--- Exercise data Enclosed Below ---

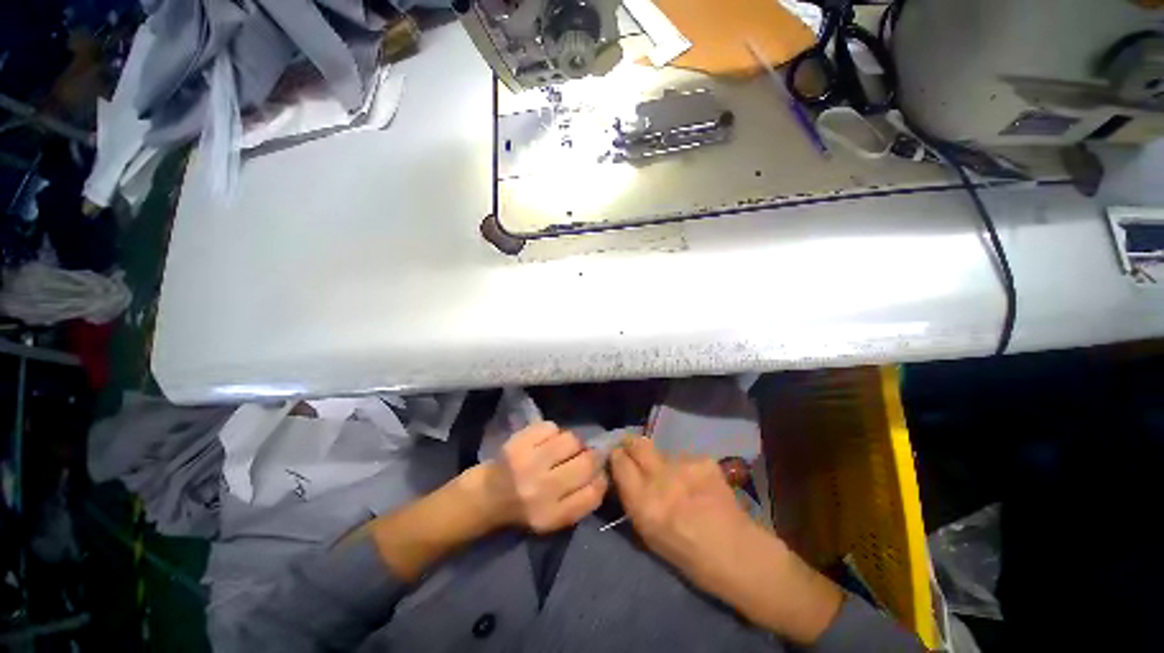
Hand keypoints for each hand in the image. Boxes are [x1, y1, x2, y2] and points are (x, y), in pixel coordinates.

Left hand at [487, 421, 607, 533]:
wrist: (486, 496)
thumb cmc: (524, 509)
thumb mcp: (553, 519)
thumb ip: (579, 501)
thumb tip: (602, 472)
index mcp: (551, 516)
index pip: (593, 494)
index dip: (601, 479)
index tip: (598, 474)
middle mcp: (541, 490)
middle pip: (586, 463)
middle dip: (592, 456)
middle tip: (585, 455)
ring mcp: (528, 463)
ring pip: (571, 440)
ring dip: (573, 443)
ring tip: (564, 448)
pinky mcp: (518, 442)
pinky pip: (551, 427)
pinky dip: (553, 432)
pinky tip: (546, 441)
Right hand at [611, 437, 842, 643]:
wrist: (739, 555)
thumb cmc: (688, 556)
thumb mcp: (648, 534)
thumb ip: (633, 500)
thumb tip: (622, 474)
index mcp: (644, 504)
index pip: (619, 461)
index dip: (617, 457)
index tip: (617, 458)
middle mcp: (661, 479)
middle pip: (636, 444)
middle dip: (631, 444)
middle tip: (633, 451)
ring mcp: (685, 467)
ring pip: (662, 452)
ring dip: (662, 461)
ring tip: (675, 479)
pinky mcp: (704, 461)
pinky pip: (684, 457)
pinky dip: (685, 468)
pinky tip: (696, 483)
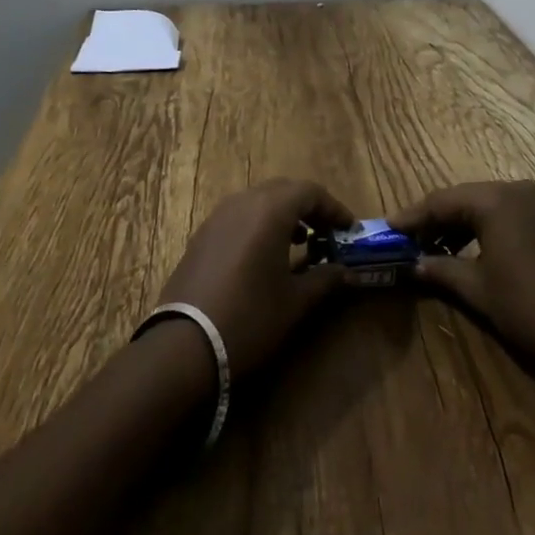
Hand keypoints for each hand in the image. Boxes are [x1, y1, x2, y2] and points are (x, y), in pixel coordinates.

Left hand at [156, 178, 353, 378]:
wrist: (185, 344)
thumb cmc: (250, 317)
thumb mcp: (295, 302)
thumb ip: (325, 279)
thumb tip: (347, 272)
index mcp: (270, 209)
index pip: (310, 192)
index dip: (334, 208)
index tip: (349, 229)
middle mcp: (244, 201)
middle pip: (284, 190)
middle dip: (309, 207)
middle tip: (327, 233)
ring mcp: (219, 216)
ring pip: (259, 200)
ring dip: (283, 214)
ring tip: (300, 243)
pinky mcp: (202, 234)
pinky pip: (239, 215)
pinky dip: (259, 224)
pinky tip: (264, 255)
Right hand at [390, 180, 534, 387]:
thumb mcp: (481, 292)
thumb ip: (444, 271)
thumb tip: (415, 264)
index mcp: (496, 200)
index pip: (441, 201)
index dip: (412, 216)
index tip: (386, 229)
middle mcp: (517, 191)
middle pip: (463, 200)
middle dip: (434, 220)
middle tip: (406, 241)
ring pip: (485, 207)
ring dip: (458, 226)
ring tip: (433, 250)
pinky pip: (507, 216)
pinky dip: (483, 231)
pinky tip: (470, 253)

--- End of Enclosed Exercise data ---
--- Exercise data Enclosed Below ---

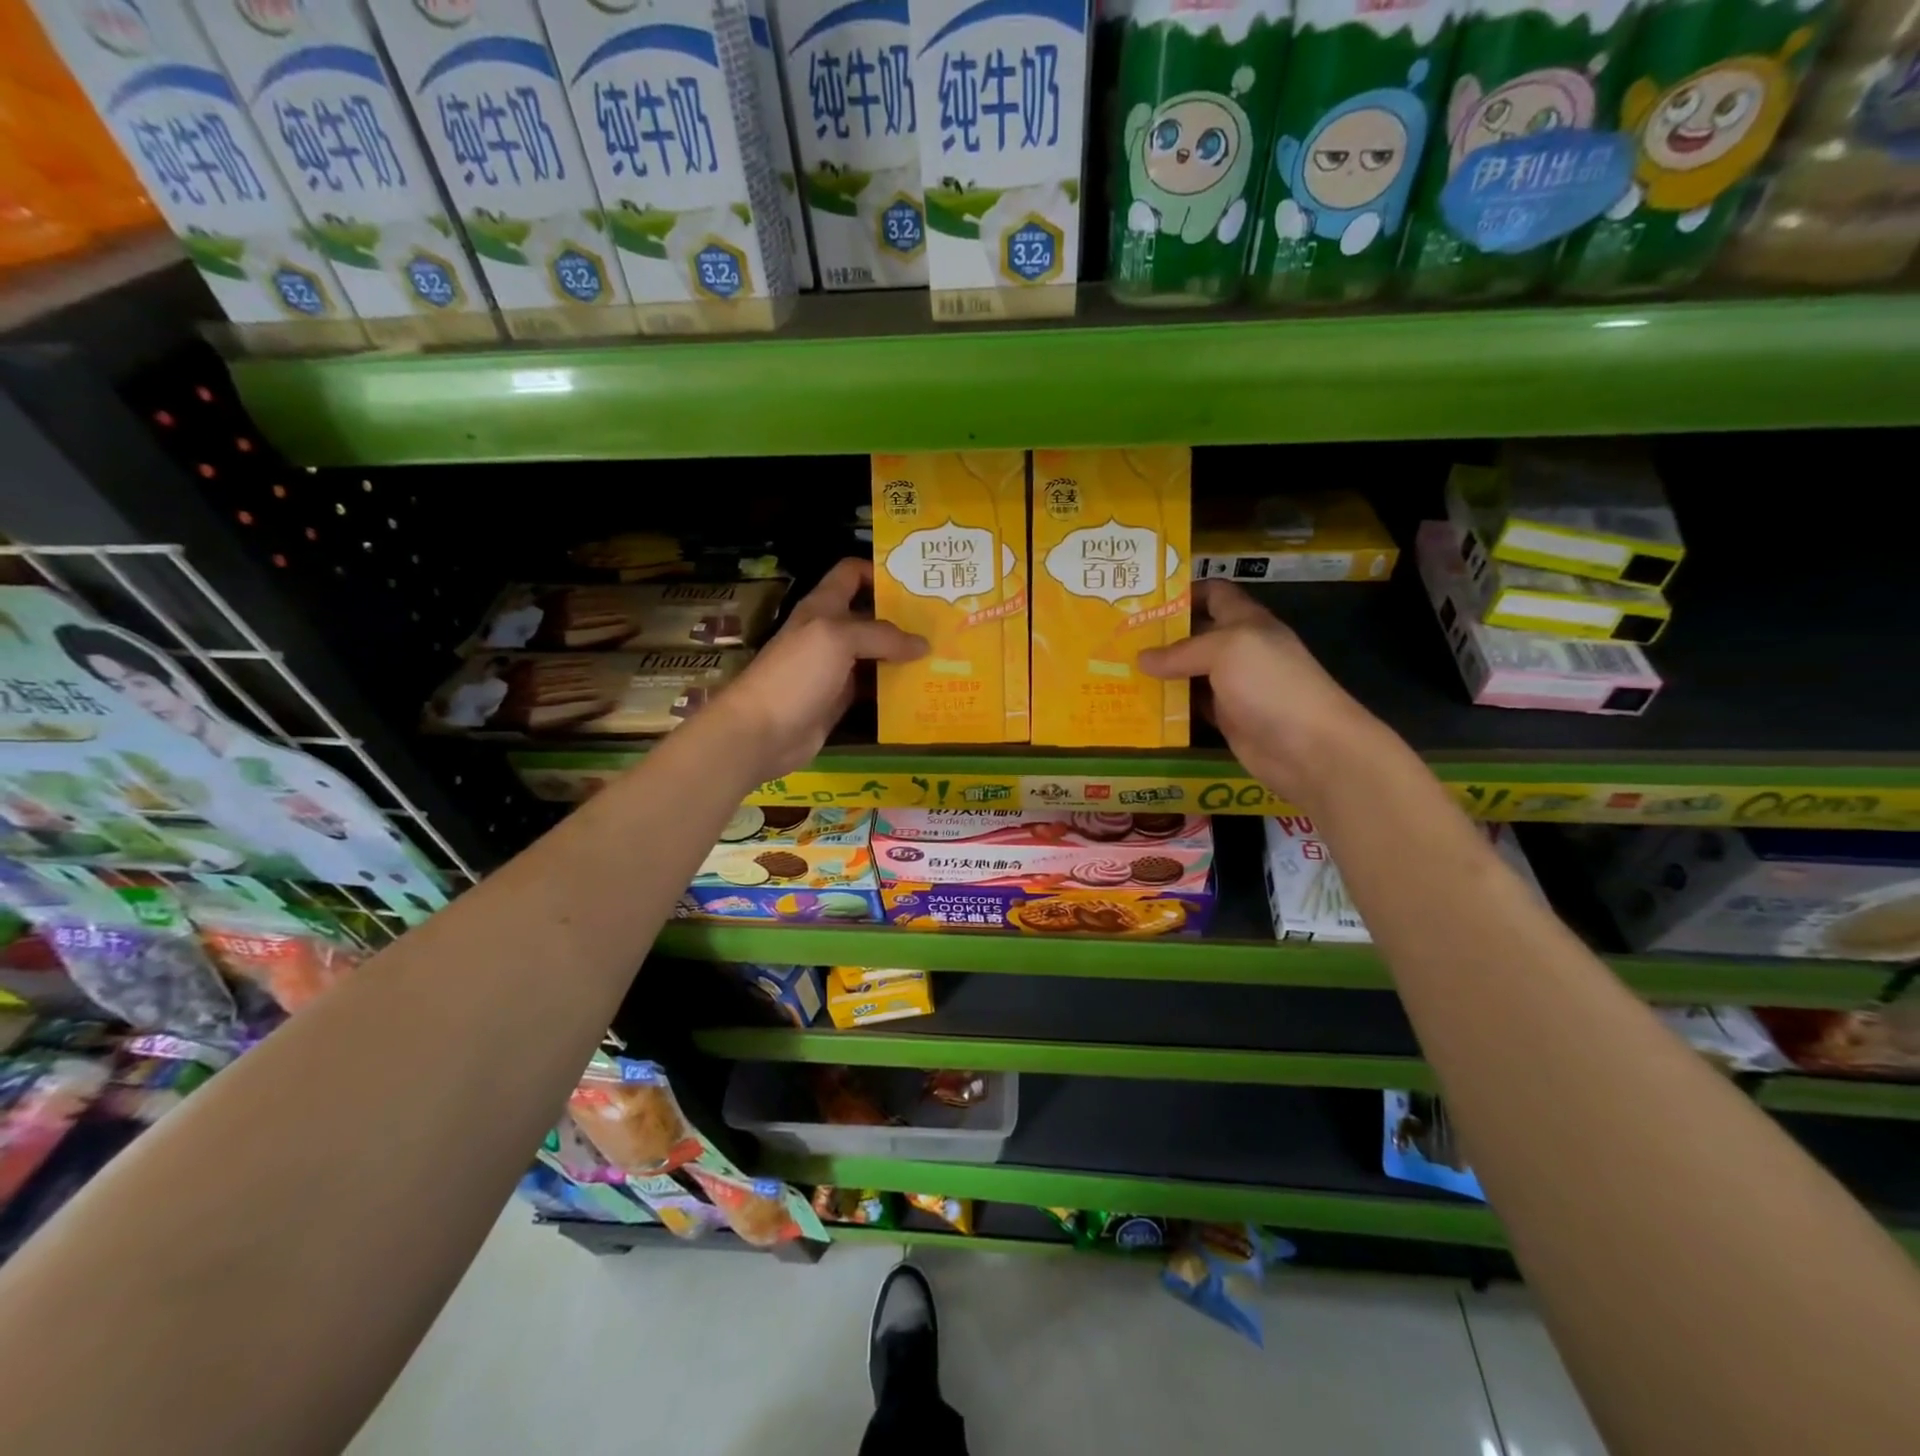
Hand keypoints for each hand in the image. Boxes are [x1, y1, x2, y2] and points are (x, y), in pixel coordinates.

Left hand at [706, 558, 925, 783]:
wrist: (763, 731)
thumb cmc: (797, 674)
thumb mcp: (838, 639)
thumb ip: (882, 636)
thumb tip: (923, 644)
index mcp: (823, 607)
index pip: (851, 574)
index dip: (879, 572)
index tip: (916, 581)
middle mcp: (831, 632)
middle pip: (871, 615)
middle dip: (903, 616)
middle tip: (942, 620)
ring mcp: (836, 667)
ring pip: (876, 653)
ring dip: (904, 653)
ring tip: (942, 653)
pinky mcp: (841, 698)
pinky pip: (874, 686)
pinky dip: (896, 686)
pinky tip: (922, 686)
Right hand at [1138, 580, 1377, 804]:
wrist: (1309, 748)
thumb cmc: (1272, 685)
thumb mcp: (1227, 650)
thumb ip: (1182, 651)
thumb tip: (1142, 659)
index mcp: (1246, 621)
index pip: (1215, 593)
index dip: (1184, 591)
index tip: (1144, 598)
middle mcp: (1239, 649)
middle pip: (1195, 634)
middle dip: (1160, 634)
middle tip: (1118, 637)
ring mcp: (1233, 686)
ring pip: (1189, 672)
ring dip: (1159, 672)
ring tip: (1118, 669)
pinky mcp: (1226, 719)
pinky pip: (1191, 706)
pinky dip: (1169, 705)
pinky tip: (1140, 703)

--- End of Enclosed Exercise data ---

◆ Exercise
The line above containing "middle dip: (309, 207)", the line containing "pinky tip: (470, 253)", and every line between them are to be transcribed exactly; no other line is wanted.

◆ Task output
middle dip: (309, 207)
middle tip: (327, 233)
ring mcp: (219, 216)
ring pip: (259, 200)
ring dip: (283, 214)
ring tip: (300, 243)
pinky mcp: (202, 234)
pinky pip: (239, 215)
pinky dip: (259, 224)
pinky tip: (264, 255)
Right hand at [390, 180, 534, 387]:
thumb mcp: (481, 292)
thumb ip: (444, 271)
thumb tip: (415, 264)
index mcp: (496, 200)
index pip: (441, 201)
index dip: (412, 216)
index tip: (386, 229)
middle mcp: (517, 191)
middle pip: (463, 200)
middle dip: (434, 220)
middle tip: (406, 241)
ring pip: (485, 207)
ring dip: (458, 226)
ring tip: (433, 250)
pinky pip: (507, 216)
pinky dip: (483, 231)
pinky tip: (470, 253)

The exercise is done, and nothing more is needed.